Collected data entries

BEGIN

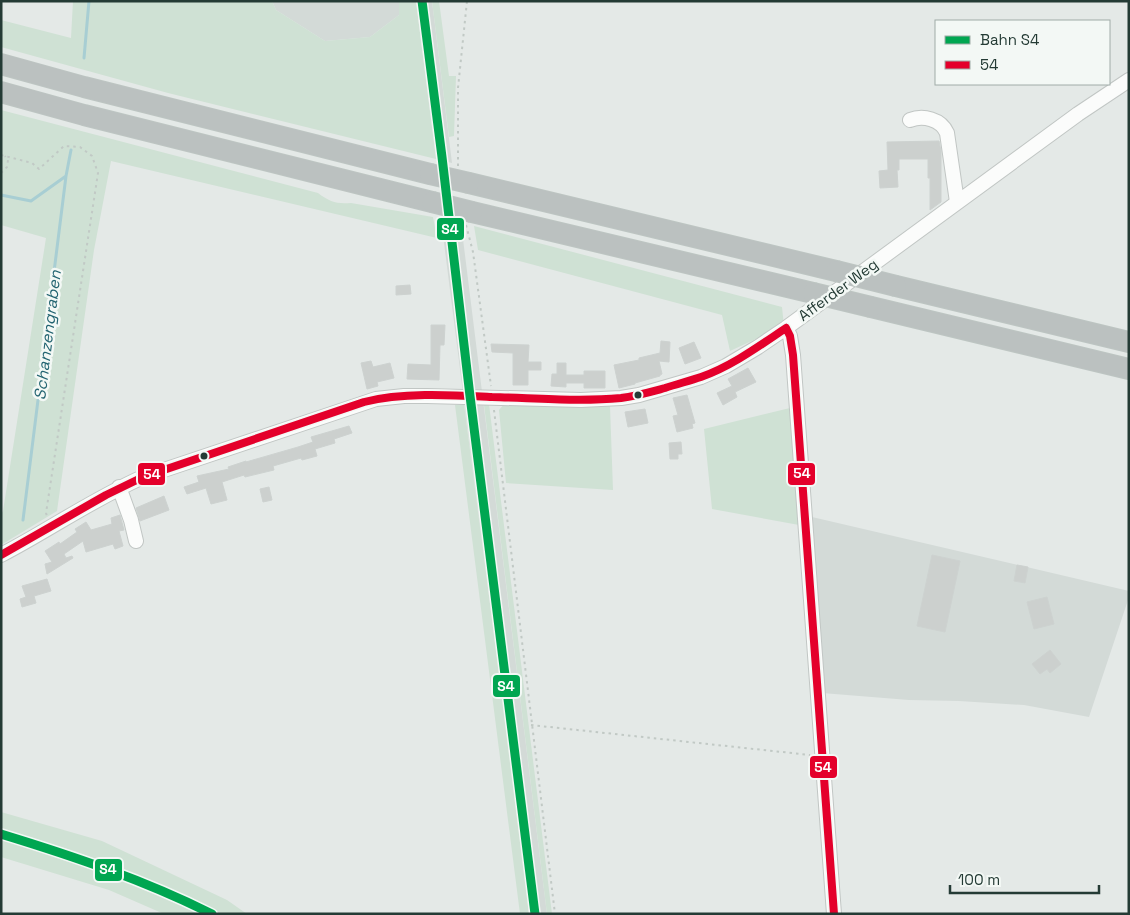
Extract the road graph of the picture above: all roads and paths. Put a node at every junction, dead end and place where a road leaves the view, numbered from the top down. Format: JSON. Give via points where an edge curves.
{"nodes":[{"id":1,"x":467,"y":1,"type":"edge"},
{"id":2,"x":462,"y":46,"type":"dead end"},
{"id":3,"x":1,"y":64,"type":"edge"},
{"id":4,"x":1129,"y":80,"type":"edge"},
{"id":5,"x":1,"y":92,"type":"edge"},
{"id":6,"x":910,"y":120,"type":"dead end"},
{"id":7,"x":1,"y":155,"type":"edge"},
{"id":8,"x":5,"y":156,"type":"junction"},
{"id":9,"x":1,"y":173,"type":"edge"},
{"id":10,"x":957,"y":202,"type":"junction"},
{"id":11,"x":786,"y":328,"type":"junction"},
{"id":12,"x":1129,"y":342,"type":"edge"},
{"id":13,"x":1129,"y":369,"type":"edge"},
{"id":14,"x":492,"y":397,"type":"junction"},
{"id":15,"x":119,"y":488,"type":"junction"},
{"id":16,"x":49,"y":528,"type":"junction"},
{"id":17,"x":136,"y":541,"type":"dead end"},
{"id":18,"x":1,"y":555,"type":"edge"},
{"id":19,"x":531,"y":725,"type":"junction"},
{"id":20,"x":823,"y":757,"type":"junction"},
{"id":21,"x":554,"y":914,"type":"edge"},
{"id":22,"x":834,"y":914,"type":"edge"}],
"edges":[{"from":1,"to":2,"type":"path"},
{"from":3,"to":12,"type":"highway","bridge":true,"via":[[430,174]]},
{"from":4,"to":10,"type":"street","name":"Afferder Weg"},
{"from":5,"to":13,"type":"highway","bridge":true,"via":[[472,212]]},
{"from":6,"to":10,"type":"street","via":[[917,117],[944,127]]},
{"from":7,"to":8,"type":"path"},
{"from":8,"to":9,"type":"path","via":[[7,167]]},
{"from":8,"to":16,"type":"path","via":[[32,163],[40,169],[64,146],[80,147],[92,156],[98,173],[46,513]]},
{"from":10,"to":11,"type":"street","name":"Afferder Weg"},
{"from":11,"to":14,"type":"street","name":"Afferder Weg","via":[[726,366],[639,396],[603,400]]},
{"from":11,"to":20,"type":"street","via":[[793,355]]},
{"from":14,"to":15,"type":"street","name":"Afferder Weg","via":[[404,396],[376,399],[172,466]]},
{"from":14,"to":19,"type":"path"},
{"from":15,"to":16,"type":"street","name":"Afferder Weg"},
{"from":15,"to":17,"type":"street"},
{"from":16,"to":18,"type":"street","name":"Afferder Weg"},
{"from":19,"to":20,"type":"path"},
{"from":19,"to":21,"type":"path"},
{"from":20,"to":22,"type":"street"}]}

END

PROBLEM STATEMENT: Across all of the records above, how many lines include the string "junction"? Answer with one number only.

EXERCISE RESULT: 9